L'étude MUST (sur les familles multiplexes diabétiques) portait sur des individus atteints de diabète de type 1 depuis plusieurs années et qui ont fourni des échantillons de selles à l'IBBL, partenaire majeur de l'étude. « Nous avons étudié les bactéries présentes dans les échantillons de selles de ces individus », explique Dr Anna Heintz-Buschart, auteur principal de l'étude. « Puis nous avons analysé des échantillons de selles provenant de certains de leurs proches en bonne santé ». Les chercheurs ont découvert que la différence de composition en espèces bactériennes entre les individus atteints de diabète et les autres était nettement moins importante qu'on avait pu le croire pendant longtemps. « Néanmoins », poursuit Anna Heintz-Buschart, « il existe des différences notables concernant l'activité des bactéries ».

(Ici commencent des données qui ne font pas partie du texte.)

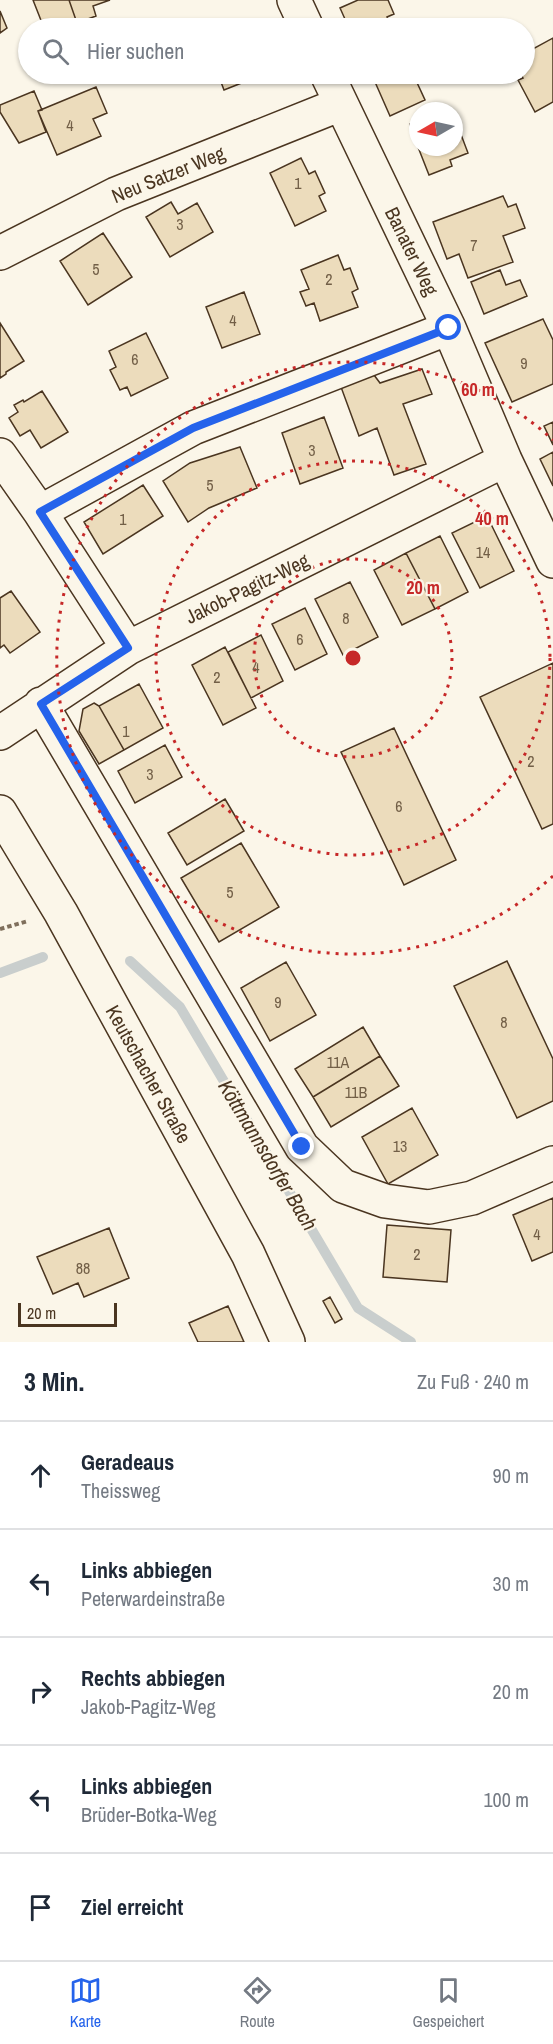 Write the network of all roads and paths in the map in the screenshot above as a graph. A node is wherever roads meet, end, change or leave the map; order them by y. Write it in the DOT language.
graph roads {
  1 [pos="294,0"];
  2 [pos="302,18"];
  3 [pos="332,84"];
  4 [pos="341,104"];
  5 [pos="0,253"];
  6 [pos="449,328"];
  7 [pos="0,454"];
  8 [pos="505,460"];
  9 [pos="40,512"];
  10 [pos="553,561"];
  11 [pos="128,648"];
  12 [pos="41,704"];
  13 [pos="0,733"];
  14 [pos="0,812"];
  15 [pos="553,1163"];
  16 [pos="288,1342"];
  1 -- 2 [label="street"];
  3 -- 4 [label="street, Banater Weg"];
  4 -- 5 [label="street, Neu Satzer Weg"];
  4 -- 6 [label="street, Banater Weg"];
  6 -- 8 [label="street, Banater Weg"];
  6 -- 9 [label="street"];
  7 -- 9 [label="street"];
  8 -- 10 [label="street, Banater Weg"];
  8 -- 11 [label="street, Jakob-Pagitz-Weg"];
  9 -- 11 [label="street"];
  11 -- 12 [label="street, Jakob-Pagitz-Weg"];
  12 -- 13 [label="street, Jakob-Pagitz-Weg"];
  12 -- 15 [label="street"];
  14 -- 16 [label="street, Keutschacher Straße"];
} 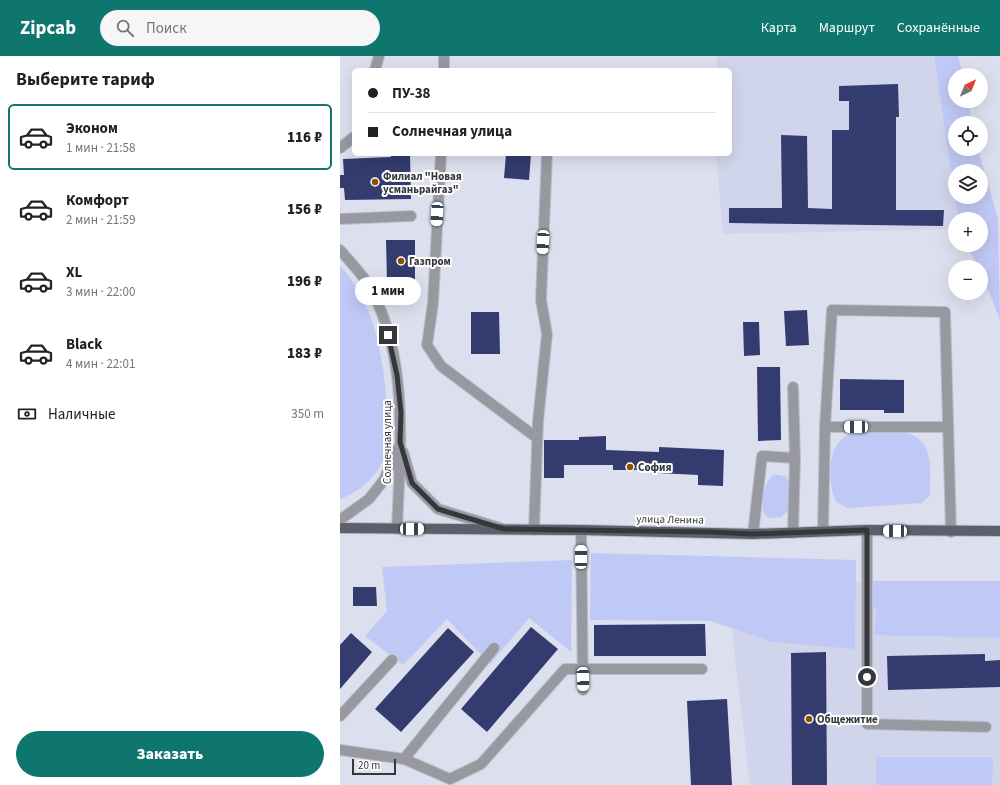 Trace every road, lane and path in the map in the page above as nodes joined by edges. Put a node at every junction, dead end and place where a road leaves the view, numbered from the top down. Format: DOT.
graph roads {
  1 [pos="379,56"];
  2 [pos="444,56"];
  3 [pos="376,68"];
  4 [pos="444,68"];
  5 [pos="352,139"];
  6 [pos="340,148"];
  7 [pos="441,156"];
  8 [pos="547,156"];
  9 [pos="411,216"];
  10 [pos="340,219"];
  11 [pos="340,250"];
  12 [pos="793,387"];
  13 [pos="825,427"];
  14 [pos="948,427"];
  15 [pos="537,438"];
  16 [pos="400,442"];
  17 [pos="795,458"];
  18 [pos="340,520"];
  19 [pos="340,528"];
  20 [pos="397,528"];
  21 [pos="504,529"];
  22 [pos="534,530"];
  23 [pos="581,530"];
  24 [pos="867,530"];
  25 [pos="1000,531"];
  26 [pos="823,532"];
  27 [pos="951,532"];
  28 [pos="793,533"];
  29 [pos="753,534"];
  30 [pos="494,648"];
  31 [pos="392,660"];
  32 [pos="583,668"];
  33 [pos="702,669"];
  34 [pos="583,690"];
  35 [pos="340,716"];
  36 [pos="986,727"];
  37 [pos="340,750"];
  38 [pos="404,759"];
  39 [pos="449,782"];
  1 -- 3 [label="street"];
  2 -- 4 [label="street"];
  5 -- 6 [label="street"];
  7 -- 15 [label="street"];
  8 -- 15 [label="street"];
  9 -- 10 [label="street"];
  11 -- 16 [label="street, Солнечная улица"];
  12 -- 17 [label="street"];
  13 -- 14 [label="street"];
  13 -- 14 [label="street"];
  13 -- 26 [label="street"];
  14 -- 27 [label="street"];
  15 -- 22 [label="street"];
  16 -- 18 [label="street"];
  16 -- 20 [label="street, Солнечная улица"];
  16 -- 21 [label="street"];
  17 -- 28 [label="street"];
  17 -- 29 [label="street"];
  19 -- 20 [label="main road, улица Ленина"];
  20 -- 21 [label="main road, улица Ленина"];
  21 -- 22 [label="main road, улица Ленина"];
  22 -- 23 [label="main road, улица Ленина"];
  23 -- 29 [label="main road, улица Ленина"];
  23 -- 32 [label="street"];
  24 -- 26 [label="main road, улица Ленина"];
  24 -- 27 [label="main road, улица Ленина"];
  24 -- 36 [label="street"];
  25 -- 27 [label="main road, улица Ленина"];
  26 -- 28 [label="main road, улица Ленина"];
  28 -- 29 [label="main road, улица Ленина"];
  30 -- 38 [label="street"];
  31 -- 35 [label="street"];
  32 -- 33 [label="street"];
  32 -- 34 [label="street"];
  32 -- 39 [label="street"];
  37 -- 38 [label="street"];
  38 -- 39 [label="street"];
} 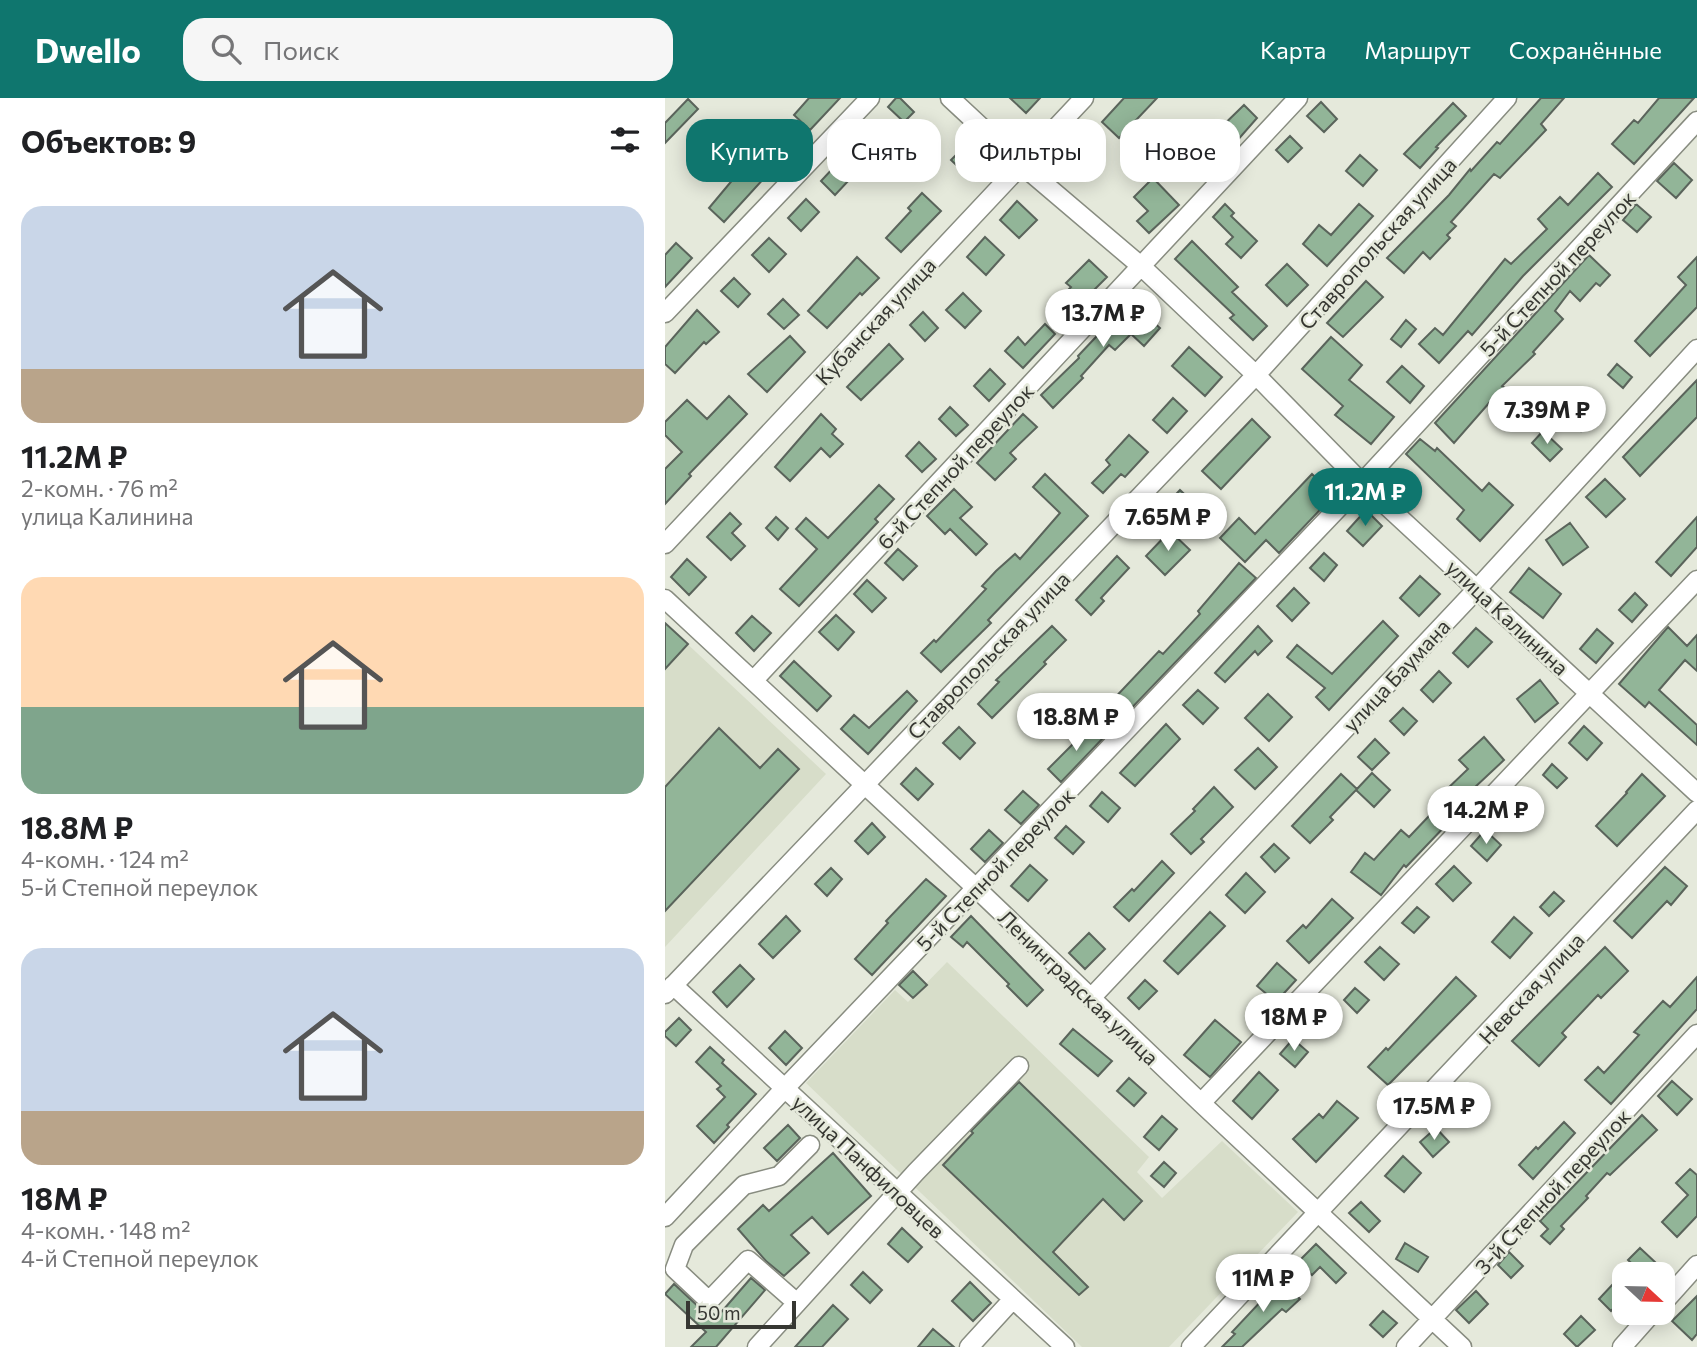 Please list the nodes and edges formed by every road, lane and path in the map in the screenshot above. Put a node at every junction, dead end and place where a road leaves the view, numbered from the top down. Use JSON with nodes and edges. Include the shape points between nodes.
{"nodes":[{"id":1,"x":870,"y":98,"type":"edge"},
{"id":2,"x":950,"y":98,"type":"edge"},
{"id":3,"x":1084,"y":98,"type":"edge"},
{"id":4,"x":1298,"y":98,"type":"edge"},
{"id":5,"x":1507,"y":98,"type":"edge"},
{"id":6,"x":973,"y":119,"type":"edge"},
{"id":7,"x":1065,"y":119,"type":"edge"},
{"id":8,"x":1697,"y":121,"type":"edge"},
{"id":9,"x":1006,"y":182,"type":"edge"},
{"id":10,"x":1042,"y":182,"type":"edge"},
{"id":11,"x":1142,"y":267,"type":"junction"},
{"id":12,"x":665,"y":313,"type":"edge"},
{"id":13,"x":1697,"y":349,"type":"edge"},
{"id":14,"x":1256,"y":376,"type":"junction"},
{"id":15,"x":1362,"y":483,"type":"junction"},
{"id":16,"x":665,"y":544,"type":"edge"},
{"id":17,"x":1697,"y":580,"type":"edge"},
{"id":18,"x":1477,"y":589,"type":"junction"},
{"id":19,"x":665,"y":599,"type":"edge"},
{"id":20,"x":754,"y":680,"type":"junction"},
{"id":21,"x":1590,"y":694,"type":"junction"},
{"id":22,"x":863,"y":784,"type":"junction"},
{"id":23,"x":1697,"y":793,"type":"edge"},
{"id":24,"x":1697,"y":810,"type":"edge"},
{"id":25,"x":976,"y":888,"type":"junction"},
{"id":26,"x":669,"y":990,"type":"edge"},
{"id":27,"x":1091,"y":998,"type":"junction"},
{"id":28,"x":1697,"y":1034,"type":"edge"},
{"id":29,"x":1019,"y":1066,"type":"dead end"},
{"id":30,"x":785,"y":1088,"type":"junction"},
{"id":31,"x":1201,"y":1103,"type":"junction"},
{"id":32,"x":810,"y":1145,"type":"dead end"},
{"id":33,"x":898,"y":1193,"type":"junction"},
{"id":34,"x":1319,"y":1213,"type":"junction"},
{"id":35,"x":665,"y":1217,"type":"edge"},
{"id":36,"x":1697,"y":1265,"type":"edge"},
{"id":37,"x":1675,"y":1290,"type":"edge"},
{"id":38,"x":1013,"y":1299,"type":"junction"},
{"id":39,"x":797,"y":1303,"type":"junction"},
{"id":40,"x":1433,"y":1319,"type":"junction"},
{"id":41,"x":1641,"y":1325,"type":"edge"},
{"id":42,"x":757,"y":1347,"type":"edge"},
{"id":43,"x":969,"y":1347,"type":"edge"},
{"id":44,"x":1065,"y":1347,"type":"edge"},
{"id":45,"x":1191,"y":1347,"type":"edge"},
{"id":46,"x":1405,"y":1347,"type":"edge"},
{"id":47,"x":1462,"y":1347,"type":"edge"},
{"id":48,"x":1622,"y":1347,"type":"edge"}],
"edges":[{"from":1,"to":12,"type":"street"},
{"from":2,"to":6,"type":"street","name":"улица Калинина"},
{"from":3,"to":7,"type":"street","name":"Кубанская улица"},
{"from":4,"to":11,"type":"street","name":"6-й Степной переулок"},
{"from":5,"to":14,"type":"street","name":"Ставропольская улица"},
{"from":8,"to":15,"type":"street","name":"5-й Степной переулок"},
{"from":9,"to":16,"type":"street","name":"Кубанская улица"},
{"from":10,"to":11,"type":"street","name":"улица Калинина"},
{"from":11,"to":14,"type":"street","name":"улица Калинина"},
{"from":11,"to":20,"type":"street","name":"6-й Степной переулок"},
{"from":13,"to":18,"type":"street","name":"улица Баумана"},
{"from":14,"to":15,"type":"street","name":"улица Калинина"},
{"from":14,"to":22,"type":"street","name":"Ставропольская улица"},
{"from":15,"to":18,"type":"street","name":"улица Калинина"},
{"from":15,"to":25,"type":"street","name":"5-й Степной переулок"},
{"from":17,"to":21,"type":"street"},
{"from":18,"to":21,"type":"street","name":"улица Калинина"},
{"from":18,"to":27,"type":"street","name":"улица Баумана"},
{"from":19,"to":20,"type":"street","name":"Ленинградская улица"},
{"from":20,"to":22,"type":"street","name":"Ленинградская улица"},
{"from":21,"to":23,"type":"street","name":"улица Калинина"},
{"from":21,"to":31,"type":"street"},
{"from":22,"to":25,"type":"street","name":"Ленинградская улица"},
{"from":22,"to":26,"type":"street","name":"Ставропольская улица"},
{"from":24,"to":34,"type":"street","name":"Невская улица"},
{"from":25,"to":27,"type":"street","name":"Ленинградская улица"},
{"from":25,"to":30,"type":"street","name":"5-й Степной переулок"},
{"from":26,"to":30,"type":"street","name":"улица Панфиловцев"},
{"from":27,"to":31,"type":"street","name":"Ленинградская улица"},
{"from":28,"to":40,"type":"street","name":"3-й Степной переулок"},
{"from":29,"to":33,"type":"street"},
{"from":30,"to":33,"type":"street","name":"улица Панфиловцев"},
{"from":30,"to":35,"type":"street","name":"5-й Степной переулок"},
{"from":31,"to":34,"type":"street","name":"Ленинградская улица"},
{"from":32,"to":39,"type":"street","via":[[779,1175],[744,1185],[684,1245],[675,1269],[709,1301],[748,1260]]},
{"from":33,"to":38,"type":"street","name":"улица Панфиловцев"},
{"from":33,"to":39,"type":"street"},
{"from":34,"to":40,"type":"street","name":"Ленинградская улица"},
{"from":34,"to":45,"type":"street","name":"Невская улица"},
{"from":36,"to":37,"type":"street"},
{"from":38,"to":43,"type":"street"},
{"from":38,"to":44,"type":"street","name":"улица Панфиловцев"},
{"from":39,"to":42,"type":"street"},
{"from":40,"to":46,"type":"street","name":"3-й Степной переулок"},
{"from":40,"to":47,"type":"street","name":"Ленинградская улица"},
{"from":41,"to":48,"type":"street"}]}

Dans le diabète de type 1, ces différences surviennent sans doute quand le système immunitaire attaque ses propres cellules productrices d'insuline dans le pancréas. Les dégâts qui en résultent peuvent radicalement changer la composition des sucs digestifs. « Les bactéries de l'intestin doivent s'adapter aux changements dans leur environnement » dit A. Heintz-Buschart. « Pour y parvenir, elles modifient leur métabolisme, autrement dit elles modifient la quantité de protéines ou de vitamines, telle la thiamine, qu'elles produisent. Ce qui compte ici, c'est qu'une variation des niveaux de thiamine dans le corps peut accentuer l'évolution de la maladie ». Les bactéries auparavant bénéfiques deviennent ainsi un risque pour la santé et peuvent aggraver l'état de la personne atteinte.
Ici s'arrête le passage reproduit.